If I weren’t a yoga teacher, I would be a party planner. Throwing a party is a lot like teaching a yoga class – you pick a time, you create a theme, you hold the space – only with more cake. And dancing.
College, Montreal, 1995: I lived in an apartment that was on the top of a three story building, one apartment per floor. Somehow, I conned the entire building into throwing a Valentine’s Day party. When you arrived, you didn’t just walk into a party, you entered a self-sufficient republic, complete with its own currency. At the front door, you received three red hots. These were good for one kiss each at the kissing booth, top floor. (When you are 22, you don’t think too hard about the possible repercussions of a kissing booth.) If you ran out of red hots and wanted more, you could then *ahem* work the kissing booth. There was a hootenanny on the first floor, acoustic instruments strewn everywhere, a dance party on the second. But the best invention by far was the message board. Each attendee received a number on a sticker to be prominently displayed on their person. This number had a corresponding box on an enormous piece of butcher paper in the hallway. Pens were available so you could write: “Hey, #26, you are super-hot, love #146.” Which might be answered by “Thanks, I’m super married, though.” Some messages were more successful.
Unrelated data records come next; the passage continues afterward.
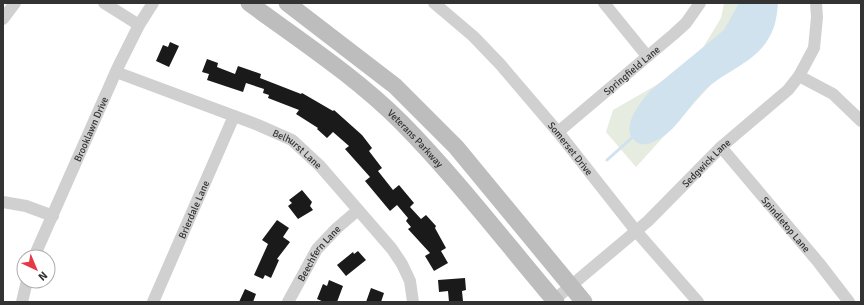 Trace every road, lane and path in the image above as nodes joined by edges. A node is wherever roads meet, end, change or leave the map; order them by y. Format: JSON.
{"nodes":[{"id":1,"x":15,"y":3,"type":"edge"},
{"id":2,"x":104,"y":3,"type":"edge"},
{"id":3,"x":153,"y":3,"type":"edge"},
{"id":4,"x":249,"y":3,"type":"edge"},
{"id":5,"x":287,"y":3,"type":"edge"},
{"id":6,"x":434,"y":3,"type":"edge"},
{"id":7,"x":604,"y":3,"type":"edge"},
{"id":8,"x":700,"y":3,"type":"edge"},
{"id":9,"x":816,"y":3,"type":"edge"},
{"id":10,"x":3,"y":19,"type":"edge"},
{"id":11,"x":139,"y":25,"type":"junction"},
{"id":12,"x":647,"y":56,"type":"junction"},
{"id":13,"x":116,"y":72,"type":"junction"},
{"id":14,"x":800,"y":76,"type":"junction"},
{"id":15,"x":234,"y":116,"type":"junction"},
{"id":16,"x":861,"y":121,"type":"edge"},
{"id":17,"x":558,"y":132,"type":"junction"},
{"id":18,"x":721,"y":147,"type":"junction"},
{"id":19,"x":3,"y":202,"type":"edge"},
{"id":20,"x":358,"y":210,"type":"junction"},
{"id":21,"x":53,"y":216,"type":"junction"},
{"id":22,"x":636,"y":231,"type":"junction"},
{"id":23,"x":38,"y":249,"type":"edge"},
{"id":24,"x":571,"y":286,"type":"junction"},
{"id":25,"x":25,"y":289,"type":"edge"},
{"id":26,"x":555,"y":301,"type":"edge"},
{"id":27,"x":22,"y":302,"type":"edge"},
{"id":28,"x":153,"y":302,"type":"edge"},
{"id":29,"x":288,"y":302,"type":"edge"},
{"id":30,"x":413,"y":302,"type":"edge"},
{"id":31,"x":584,"y":302,"type":"edge"},
{"id":32,"x":698,"y":302,"type":"edge"},
{"id":33,"x":850,"y":302,"type":"edge"}],
"edges":[{"from":1,"to":10,"type":"street"},
{"from":2,"to":11,"type":"street"},
{"from":3,"to":11,"type":"street","name":"Brooklawn Drive"},
{"from":4,"to":26,"type":"main road","name":"Veterans Parkway"},
{"from":5,"to":24,"type":"main road"},
{"from":6,"to":17,"type":"street","name":"Somerset Drive"},
{"from":7,"to":12,"type":"street"},
{"from":8,"to":12,"type":"street","name":"Springfield Lane"},
{"from":9,"to":14,"type":"street","name":"Sedgwick Lane"},
{"from":11,"to":13,"type":"street","name":"Brooklawn Drive"},
{"from":12,"to":17,"type":"street","name":"Springfield Lane"},
{"from":13,"to":15,"type":"street","name":"Belhurst Lane"},
{"from":13,"to":21,"type":"street","name":"Brooklawn Drive"},
{"from":14,"to":16,"type":"street"},
{"from":14,"to":18,"type":"street","name":"Sedgwick Lane"},
{"from":15,"to":20,"type":"street","name":"Belhurst Lane"},
{"from":15,"to":28,"type":"street","name":"Brierdale Lane"},
{"from":17,"to":22,"type":"street","name":"Somerset Drive"},
{"from":18,"to":22,"type":"street","name":"Sedgwick Lane"},
{"from":18,"to":33,"type":"street","name":"Spindletop Lane"},
{"from":19,"to":21,"type":"street"},
{"from":20,"to":29,"type":"street","name":"Beechfern Lane"},
{"from":20,"to":30,"type":"street","name":"Belhurst Lane"},
{"from":21,"to":23,"type":"street","name":"Brooklawn Drive"},
{"from":22,"to":24,"type":"street","name":"Sedgwick Lane"},
{"from":22,"to":32,"type":"street","name":"Somerset Drive"},
{"from":24,"to":26,"type":"street","name":"Sedgwick Lane"},
{"from":24,"to":31,"type":"main road"},
{"from":25,"to":27,"type":"street"}]} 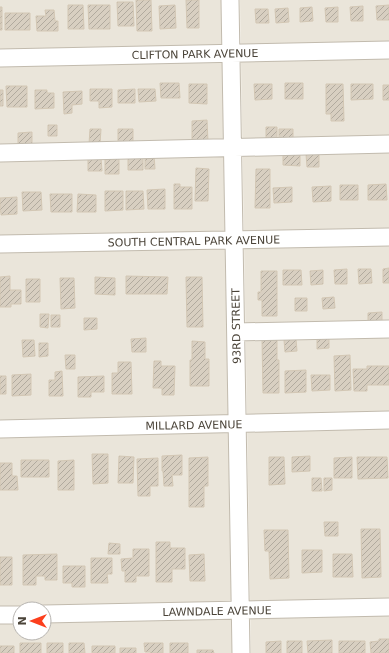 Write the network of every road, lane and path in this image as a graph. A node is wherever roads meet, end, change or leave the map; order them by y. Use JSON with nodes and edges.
{"nodes":[{"id":1,"x":230,"y":0,"type":"edge"},
{"id":2,"x":389,"y":50,"type":"edge"},
{"id":3,"x":231,"y":54,"type":"junction"},
{"id":4,"x":0,"y":58,"type":"edge"},
{"id":5,"x":389,"y":144,"type":"edge"},
{"id":6,"x":233,"y":147,"type":"junction"},
{"id":7,"x":0,"y":152,"type":"edge"},
{"id":8,"x":389,"y":237,"type":"edge"},
{"id":9,"x":234,"y":240,"type":"junction"},
{"id":10,"x":0,"y":244,"type":"edge"},
{"id":11,"x":389,"y":329,"type":"edge"},
{"id":12,"x":236,"y":332,"type":"junction"},
{"id":13,"x":389,"y":420,"type":"edge"},
{"id":14,"x":237,"y":424,"type":"junction"},
{"id":15,"x":0,"y":429,"type":"edge"},
{"id":16,"x":389,"y":608,"type":"edge"},
{"id":17,"x":240,"y":610,"type":"junction"},
{"id":18,"x":52,"y":614,"type":"edge"},
{"id":19,"x":0,"y":615,"type":"edge"},
{"id":20,"x":12,"y":615,"type":"edge"},
{"id":21,"x":241,"y":653,"type":"edge"}],
"edges":[{"from":1,"to":3,"type":"street","name":"93RD STREET"},
{"from":2,"to":3,"type":"street","name":"CLIFTON PARK AVENUE"},
{"from":3,"to":4,"type":"street","name":"CLIFTON PARK AVENUE"},
{"from":3,"to":6,"type":"street","name":"93RD STREET"},
{"from":5,"to":6,"type":"street"},
{"from":6,"to":7,"type":"street"},
{"from":6,"to":9,"type":"street","name":"93RD STREET"},
{"from":8,"to":9,"type":"street","name":"SOUTH CENTRAL PARK AVENUE"},
{"from":9,"to":10,"type":"street","name":"SOUTH CENTRAL PARK AVENUE"},
{"from":9,"to":12,"type":"street","name":"93RD STREET"},
{"from":11,"to":12,"type":"street"},
{"from":12,"to":14,"type":"street","name":"93RD STREET"},
{"from":13,"to":14,"type":"street","name":"MILLARD AVENUE"},
{"from":14,"to":15,"type":"street","name":"MILLARD AVENUE"},
{"from":14,"to":17,"type":"street","name":"93RD STREET"},
{"from":16,"to":17,"type":"street","name":"LAWNDALE AVENUE"},
{"from":17,"to":18,"type":"street","name":"LAWNDALE AVENUE"},
{"from":17,"to":21,"type":"street","name":"93RD STREET"},
{"from":19,"to":20,"type":"street"}]}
I’m proud to say that party merited mentions in the local alternative newsweekly…mainly for lost shoes, but still. Never mind that it resulted in a bit of a nervous breakdown for me (see also: kissing booth) – that is sometimes just the collateral damage of a really good party.
Early 30’s, Sacramento, 2005: My now-spouse Joy and I throw a Love Party. Each attendee is asked to bring a performance piece on the subject of love for a dinner-theater style show in our front room. People pack the couch and sit on the stairs as the amazing performances unfold: our multi-talented friend Chris sings old-timey songs. Nicola mesmerizes with an epic poem she has written about every single friend of hers. There is, of course, John Cougar Mellencamp. There are pink foil hearts on the wall and the glow of love on every face. Or was that the glow of the cocktails we called French Kisses? At any rate, those cocktails put me to bed a little too early – I missed the end of the party where there were speculations about the key parties of the 70’s – I swear we didn’t have one.
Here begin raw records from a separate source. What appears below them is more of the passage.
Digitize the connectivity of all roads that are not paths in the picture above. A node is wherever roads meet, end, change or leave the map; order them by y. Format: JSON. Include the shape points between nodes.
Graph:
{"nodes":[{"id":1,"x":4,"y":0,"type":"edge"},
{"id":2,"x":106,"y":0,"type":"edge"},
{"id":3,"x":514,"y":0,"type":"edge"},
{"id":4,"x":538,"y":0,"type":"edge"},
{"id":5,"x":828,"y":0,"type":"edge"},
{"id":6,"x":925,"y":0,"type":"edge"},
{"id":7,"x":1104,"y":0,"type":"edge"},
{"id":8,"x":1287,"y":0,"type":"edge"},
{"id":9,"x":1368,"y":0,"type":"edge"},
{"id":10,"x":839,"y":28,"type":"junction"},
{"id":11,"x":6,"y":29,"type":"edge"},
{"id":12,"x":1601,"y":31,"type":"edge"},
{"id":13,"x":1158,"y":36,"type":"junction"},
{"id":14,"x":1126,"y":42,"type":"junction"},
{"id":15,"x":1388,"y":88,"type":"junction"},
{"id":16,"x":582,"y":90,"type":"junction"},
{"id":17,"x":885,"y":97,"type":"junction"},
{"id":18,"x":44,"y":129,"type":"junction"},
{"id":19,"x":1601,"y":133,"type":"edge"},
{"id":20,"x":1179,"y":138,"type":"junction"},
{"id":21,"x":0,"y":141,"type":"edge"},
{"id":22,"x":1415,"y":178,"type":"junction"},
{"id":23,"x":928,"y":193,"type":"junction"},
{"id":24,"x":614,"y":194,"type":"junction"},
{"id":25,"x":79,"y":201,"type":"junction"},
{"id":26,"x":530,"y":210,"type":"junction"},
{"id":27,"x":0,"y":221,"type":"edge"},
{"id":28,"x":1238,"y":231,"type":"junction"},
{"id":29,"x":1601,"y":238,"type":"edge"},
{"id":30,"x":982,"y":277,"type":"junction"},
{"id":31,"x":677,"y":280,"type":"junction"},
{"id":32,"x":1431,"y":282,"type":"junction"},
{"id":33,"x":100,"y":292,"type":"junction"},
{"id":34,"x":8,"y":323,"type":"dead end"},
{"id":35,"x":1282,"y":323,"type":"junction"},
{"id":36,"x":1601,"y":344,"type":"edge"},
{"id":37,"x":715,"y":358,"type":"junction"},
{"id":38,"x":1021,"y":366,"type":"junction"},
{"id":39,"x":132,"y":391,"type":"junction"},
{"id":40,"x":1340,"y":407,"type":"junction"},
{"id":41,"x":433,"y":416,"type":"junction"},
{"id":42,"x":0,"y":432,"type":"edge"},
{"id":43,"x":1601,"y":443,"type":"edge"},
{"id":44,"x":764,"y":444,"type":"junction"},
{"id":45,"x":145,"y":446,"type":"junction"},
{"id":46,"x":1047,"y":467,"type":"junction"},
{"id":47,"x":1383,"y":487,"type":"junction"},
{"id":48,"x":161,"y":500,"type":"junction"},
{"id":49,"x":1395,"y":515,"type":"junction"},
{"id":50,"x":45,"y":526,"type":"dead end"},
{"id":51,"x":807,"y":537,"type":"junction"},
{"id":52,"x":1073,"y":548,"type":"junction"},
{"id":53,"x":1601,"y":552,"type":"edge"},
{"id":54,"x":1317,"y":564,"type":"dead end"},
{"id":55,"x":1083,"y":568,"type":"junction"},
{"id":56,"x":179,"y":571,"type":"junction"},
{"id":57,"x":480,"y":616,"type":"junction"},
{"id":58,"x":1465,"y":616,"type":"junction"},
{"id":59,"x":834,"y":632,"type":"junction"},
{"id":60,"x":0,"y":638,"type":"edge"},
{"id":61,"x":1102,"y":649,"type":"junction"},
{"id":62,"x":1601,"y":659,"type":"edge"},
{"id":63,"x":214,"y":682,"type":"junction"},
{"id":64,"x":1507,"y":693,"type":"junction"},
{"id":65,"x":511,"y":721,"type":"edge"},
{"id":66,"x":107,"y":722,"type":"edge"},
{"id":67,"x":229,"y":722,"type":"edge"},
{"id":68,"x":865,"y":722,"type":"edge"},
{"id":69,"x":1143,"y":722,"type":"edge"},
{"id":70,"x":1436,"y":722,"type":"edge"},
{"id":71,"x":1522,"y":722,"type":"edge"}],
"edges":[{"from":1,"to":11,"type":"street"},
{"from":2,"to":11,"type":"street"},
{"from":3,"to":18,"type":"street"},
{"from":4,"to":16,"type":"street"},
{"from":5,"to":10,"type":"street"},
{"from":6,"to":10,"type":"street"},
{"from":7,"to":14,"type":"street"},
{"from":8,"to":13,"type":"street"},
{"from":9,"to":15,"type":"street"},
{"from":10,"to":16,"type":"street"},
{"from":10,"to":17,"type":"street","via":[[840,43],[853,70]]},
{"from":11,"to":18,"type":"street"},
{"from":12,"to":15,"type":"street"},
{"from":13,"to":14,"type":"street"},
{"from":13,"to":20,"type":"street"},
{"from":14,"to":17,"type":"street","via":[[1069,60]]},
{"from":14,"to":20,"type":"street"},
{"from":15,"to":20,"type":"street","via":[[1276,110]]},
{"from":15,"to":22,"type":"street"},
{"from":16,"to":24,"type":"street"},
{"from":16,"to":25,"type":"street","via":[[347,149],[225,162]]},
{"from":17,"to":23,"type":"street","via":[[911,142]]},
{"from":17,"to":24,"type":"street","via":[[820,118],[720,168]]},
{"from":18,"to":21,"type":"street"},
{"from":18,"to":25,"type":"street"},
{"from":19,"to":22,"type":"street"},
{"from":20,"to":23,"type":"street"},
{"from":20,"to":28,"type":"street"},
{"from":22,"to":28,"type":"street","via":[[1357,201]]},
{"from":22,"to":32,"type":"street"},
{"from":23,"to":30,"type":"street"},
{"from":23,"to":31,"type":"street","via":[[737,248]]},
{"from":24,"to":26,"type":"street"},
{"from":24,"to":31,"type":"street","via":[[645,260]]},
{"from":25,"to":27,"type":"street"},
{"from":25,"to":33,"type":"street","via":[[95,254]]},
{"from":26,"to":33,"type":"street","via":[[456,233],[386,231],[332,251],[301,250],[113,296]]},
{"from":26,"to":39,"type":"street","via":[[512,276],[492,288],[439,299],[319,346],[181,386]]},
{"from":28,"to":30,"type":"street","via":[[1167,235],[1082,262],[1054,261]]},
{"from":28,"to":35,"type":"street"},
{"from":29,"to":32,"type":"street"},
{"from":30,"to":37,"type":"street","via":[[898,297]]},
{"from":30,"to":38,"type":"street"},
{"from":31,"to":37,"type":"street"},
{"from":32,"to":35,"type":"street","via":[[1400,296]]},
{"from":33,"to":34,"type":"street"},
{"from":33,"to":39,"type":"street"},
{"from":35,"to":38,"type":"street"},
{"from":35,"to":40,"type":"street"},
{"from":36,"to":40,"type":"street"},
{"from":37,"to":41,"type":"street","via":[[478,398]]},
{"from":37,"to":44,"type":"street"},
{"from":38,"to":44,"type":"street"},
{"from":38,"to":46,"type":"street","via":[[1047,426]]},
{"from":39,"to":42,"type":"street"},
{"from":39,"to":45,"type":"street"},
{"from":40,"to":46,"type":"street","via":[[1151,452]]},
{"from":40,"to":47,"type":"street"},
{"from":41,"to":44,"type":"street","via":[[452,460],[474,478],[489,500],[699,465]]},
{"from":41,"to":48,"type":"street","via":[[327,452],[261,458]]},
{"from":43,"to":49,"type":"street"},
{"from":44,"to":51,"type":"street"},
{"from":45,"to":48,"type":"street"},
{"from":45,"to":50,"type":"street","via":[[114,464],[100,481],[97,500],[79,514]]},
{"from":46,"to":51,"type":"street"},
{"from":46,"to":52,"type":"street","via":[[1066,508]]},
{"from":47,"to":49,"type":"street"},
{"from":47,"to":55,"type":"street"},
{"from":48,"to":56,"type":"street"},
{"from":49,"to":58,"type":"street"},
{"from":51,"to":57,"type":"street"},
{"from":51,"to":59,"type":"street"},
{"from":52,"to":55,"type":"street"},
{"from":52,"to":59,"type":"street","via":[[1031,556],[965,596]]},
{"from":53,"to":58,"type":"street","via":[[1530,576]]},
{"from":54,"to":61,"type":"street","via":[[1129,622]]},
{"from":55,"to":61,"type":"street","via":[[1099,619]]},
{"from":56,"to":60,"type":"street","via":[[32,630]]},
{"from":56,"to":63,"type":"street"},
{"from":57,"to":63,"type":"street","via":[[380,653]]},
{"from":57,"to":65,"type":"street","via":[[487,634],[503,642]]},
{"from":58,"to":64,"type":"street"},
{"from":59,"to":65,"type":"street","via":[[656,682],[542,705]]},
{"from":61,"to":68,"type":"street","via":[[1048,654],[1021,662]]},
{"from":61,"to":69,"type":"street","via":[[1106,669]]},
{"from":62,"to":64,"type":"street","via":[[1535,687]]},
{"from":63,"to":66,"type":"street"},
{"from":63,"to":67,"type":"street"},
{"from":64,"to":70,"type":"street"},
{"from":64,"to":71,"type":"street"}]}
Sadly, every Valentine’s since it has seemed there is at least one heartbreak too raw to bear such a night. Can reckless celebrations of love only be the territory of the innocent? I hope not. As we move towards our (gasp!) 40’s, and come face to face with how much Love Hurts (and that is the song Freeport played at the Love Party) I hope we can have the courage to celebrate it anyway, to cherish love, ephemeral and painful though it may be.
Tomorrow night, It’s All Yoga celebrates it’s 6th Anniversary. The studio offers mini-celebrations of love every day in the form of yoga classes, so good party mojo has really been cooking in that room for years. There will be wine and cheese and a cakewalk and music and reiki and tarot. And finally, after years of dreaming about it, we will turn down the lights, turn up the stereo (no tinkly, new age oms, I promise) and we will step off the mat and dance together. Maybe I’ll see you there.